Il brutto e la bestia
di Francesco Troiano
Nella profonda giungla del nord Borneo un gruppo di scienziati riporta alla luce le ossa di una creatura sepolte fra le rovine d'una antica e dimenticata civiltà. La spedizione è capitanata dal dottor Carl Wessinger (Jurgen Prochnow): egli scopre come estrarre il Dna dai reperti, ha però bisogno di un enzima per ridare vita al misterioso essere. A tale scopo, domanda l'aiuto di Ash Mattley (Mark Dacascos), che ha svolto, con successo, ricerche su quella sostanza: dopo averlo coinvolto nell'impresa, al momento cruciale lo tradisce e pare egli stesso perire a causa della propria cupidigia.
Invece, due anni più tardi, la dottoressa Claire Sommers, che lavora per la Cia, chiede l'assistenza di Mattley per fare luce sul ritrovamento di un certo numero di corpi mutilati: la donna ritiene che dietro tutto ciò ci sia Wessinger, dato che da tempo è stato perso ogni contatto con il suo laboratorio. A seguito di affannose ricerche, i sospetti trovano conferma: Wessinger ha ricreato artificialmente l'antica creatura per venderla al miglior offerente come efficientissima macchina da guerra, ma essa è sfuggita al suo controllo e si aggira seminando vittime ...
I temi della manipolazione genetica, della ibridazione mostruosa, degli orrori ricostruiti per via scientifica hanno sempre affascinato la settima arte: per citare qualche titolo, limitato a stagioni non troppo lontane, basti pensare a "I ragazzi venuti dal Brasile" (1978) di Franklin J. Shaffner "La mosca" (1986) di David Cronenberg, "Alterazione genetica' (1988) di Jon Hess, "Allucinazione perversa" (1990) di Adrian Lyne, tacendo della letteratura che - da classici come "L’isola del dr. Moreau" (1896) di H. G. Wells fino ai recenti "Mezzanotte" dì Dean R. Koontz e "Creature" di John Saul - se ne è appropriata un numero incalcolabile di volte.

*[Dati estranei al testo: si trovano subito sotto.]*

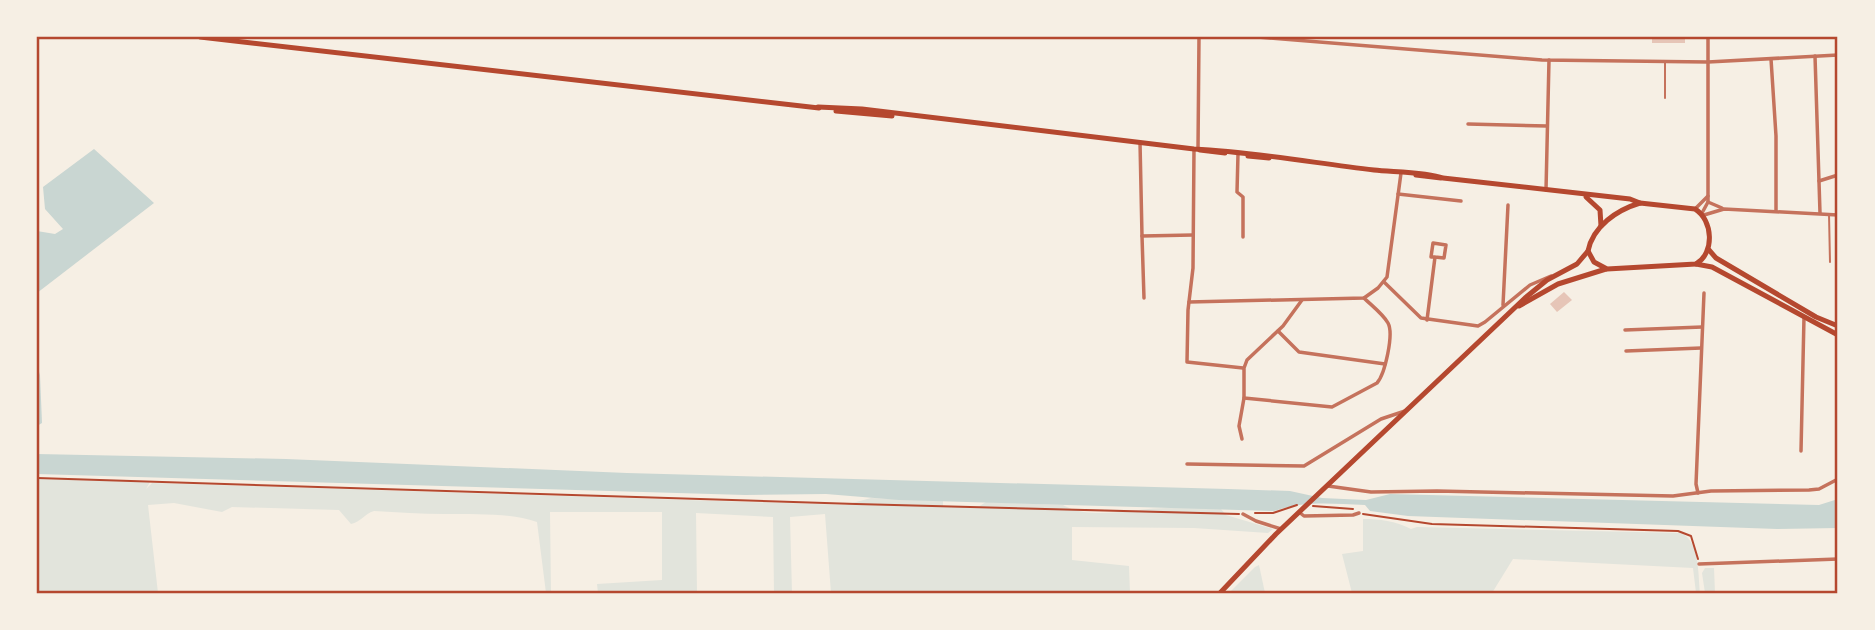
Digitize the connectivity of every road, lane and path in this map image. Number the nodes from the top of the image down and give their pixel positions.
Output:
1 (201, 37) edge
2 (1199, 37) edge
3 (1258, 37) edge
4 (1708, 37) edge
5 (1838, 55) edge
6 (1815, 56) junction
7 (1771, 59) junction
8 (1549, 60) junction
9 (1665, 62) junction
10 (1709, 62) junction
11 (1665, 98) dead end
12 (1468, 124) dead end
13 (1547, 126) junction
14 (1140, 142) junction
15 (1196, 149) junction
16 (1238, 154) junction
17 (1401, 173) junction
18 (1838, 175) edge
19 (1819, 181) junction
20 (1546, 190) junction
21 (1398, 194) junction
22 (1584, 195) junction
23 (1708, 199) junction
24 (1461, 201) dead end
25 (1640, 203) junction
26 (1508, 205) dead end
27 (1695, 209) junction
28 (1724, 209) junction
29 (1776, 210) junction
30 (1821, 213) junction
31 (1703, 214) junction
32 (1829, 214) junction
33 (1838, 215) edge
34 (1601, 226) junction
35 (1193, 235) junction
36 (1142, 236) junction
37 (1243, 237) dead end
38 (1709, 250) junction
39 (1588, 251) junction
40 (1435, 257) junction
41 (1830, 262) dead end
42 (1577, 264) junction
43 (1696, 264) junction
44 (1607, 269) junction
45 (1556, 274) junction
46 (1580, 276) junction
47 (1383, 282) junction
48 (1704, 293) dead end
49 (1144, 298) dead end
50 (1364, 298) junction
51 (1302, 300) junction
52 (1189, 302) junction
53 (1503, 307) junction
54 (1511, 311) junction
55 (1804, 317) junction
56 (1427, 320) junction
57 (1838, 326) edge
58 (1702, 327) junction
59 (1625, 330) dead end
60 (1278, 331) junction
61 (1838, 335) edge
62 (1702, 348) junction
63 (1626, 351) dead end
64 (1385, 364) junction
65 (1244, 368) junction
66 (1244, 398) junction
67 (1406, 411) junction
68 (1242, 439) dead end
69 (1801, 451) dead end
70 (1187, 464) dead end
71 (37, 478) edge
72 (1838, 479) edge
73 (1328, 486) junction
74 (1698, 493) junction
75 (1303, 505) dead end
76 (1313, 506) dead end
77 (1324, 508) dead end
78 (1299, 512) junction
79 (1360, 513) dead end
80 (1243, 514) junction
81 (1367, 516) dead end
82 (1281, 529) junction
83 (1838, 559) edge
84 (1699, 564) joint
85 (1220, 593) edge

1 - 14 main road
2 - 15 street
3 - 8 street
4 - 10 street
5 - 6 street
6 - 7 street
6 - 19 street
7 - 10 street
7 - 29 street
8 - 9 street
8 - 13 street
9 - 10 street
9 - 11 lane
10 - 23 street
12 - 13 street
13 - 20 street
14 - 15 main road
14 - 36 street
15 - 16 main road
15 - 35 street
16 - 17 main road
16 - 37 street
17 - 20 main road
17 - 21 street
18 - 19 street
19 - 30 street
20 - 22 main road
21 - 24 street
21 - 47 street
22 - 25 main road
22 - 34 main road
23 - 27 street
23 - 28 street
23 - 31 street
25 - 27 main road
25 - 34 main road
26 - 53 street
27 - 31 main road
28 - 29 street
28 - 31 street
29 - 30 street
30 - 32 street
31 - 38 main road
32 - 33 street
32 - 41 lane
34 - 39 main road
35 - 36 street
35 - 52 street
36 - 49 street
38 - 43 main road
38 - 57 main road
39 - 42 main road
39 - 44 main road
40 - 40 street
40 - 56 street
42 - 45 main road
42 - 46 main road
43 - 44 main road
43 - 55 main road
44 - 46 main road
45 - 53 street
45 - 54 main road
46 - 54 main road
47 - 50 street
47 - 56 street
48 - 58 street
50 - 51 street
50 - 64 street
51 - 52 street
51 - 60 street
52 - 65 street
53 - 56 street
54 - 67 main road
55 - 61 main road
55 - 69 street
58 - 59 street
58 - 62 street
60 - 64 street
60 - 65 street
62 - 63 street
62 - 74 street
64 - 66 street
65 - 66 street
66 - 68 street
67 - 70 street
67 - 73 main road
71 - 80 path
72 - 74 street
73 - 74 street
73 - 78 main road
75 - 80 path
76 - 77 path
78 - 79 street
78 - 82 main road
80 - 82 street
81 - 84 path
82 - 85 main road
83 - 84 street

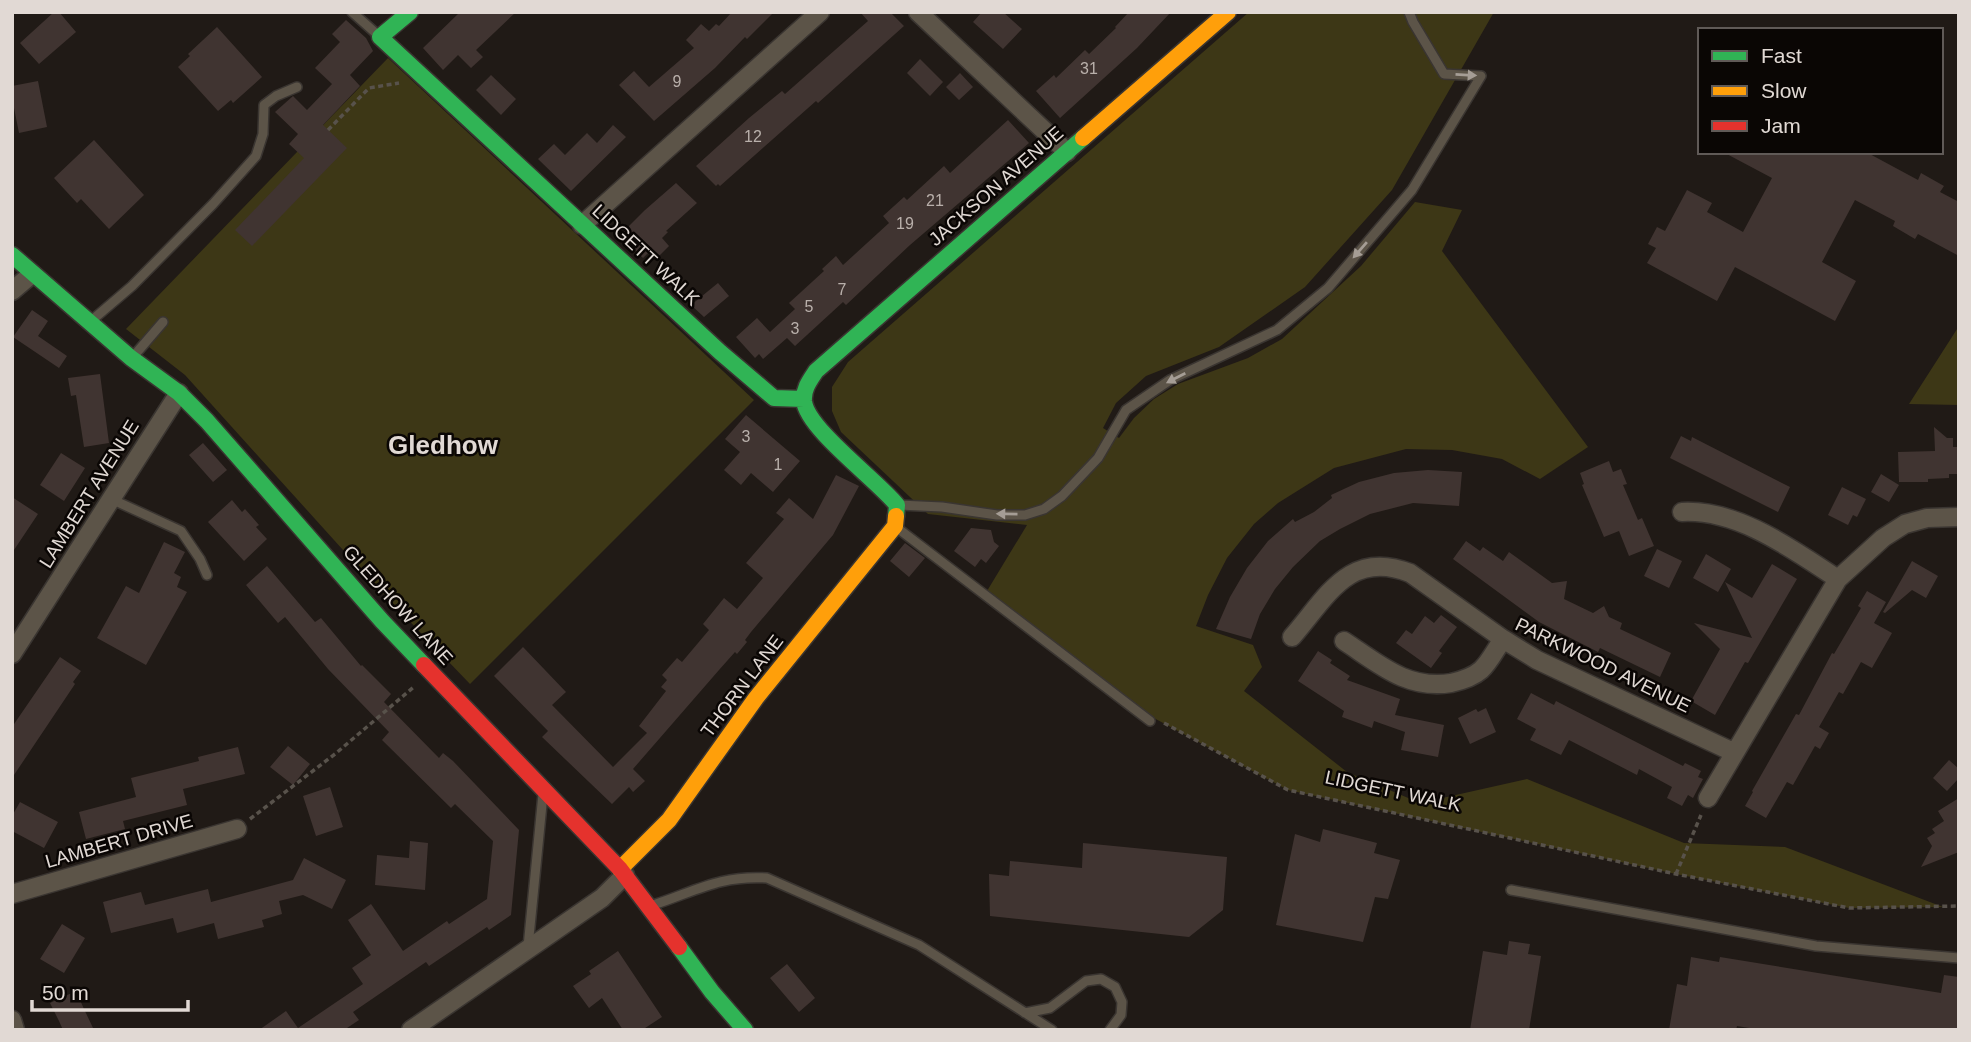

Per quel che riguarda "Dna - Una storia che non deve accadere", diretto nel 1997 da William Mesa, le fonti di ispirazione più evidenti sembrano essere pellicole quali "Alien" (1979) di Ridley Scott, "Predator" (1987) di John Mc Tiernan, "Jurassic Park" (1993) di Steven Spielberg: ma gli aficionados del genere troveranno collegamenti soprattutto con certo cinema avventuroso italiano, da "L'isola degli uomini pesce" (1979) di Sergio Martino a "Dna formula letale" (1989) di George L. Eastman alias Luigi Montefiore, per l'attenzione agli aspetti turistico-esotici della vicenda, il gusto dell'avventura allo stato puro, il ricorso a trucchi poveristici che tuttavia non fanno troppo rimpiangere l'effettismo fragoroso di molti effetti speciali.
Seguendo linee direttrici che prendono le mosse da lontano, almeno dal "Frankenstein" (1818) di Mary Shelley in avanti, anche qui la bestia viene presentata quale prodotto di umane manchevolezze - siano esse l'ambizione o l'avidità - e non entità malvagia in se medesima: mentre il cattivo di turno può affermare ghignando che il proprio modo di ragionare altro non è che una logica conseguenza delle leggi del profitto che da sempre reggono il capitalismo.
Roba che settant'anni fa avrebbe richiesto la penna d'un Bertolt Brecht, mentre oggi viene tranquillamente diffusa dalla cinematografia popolare.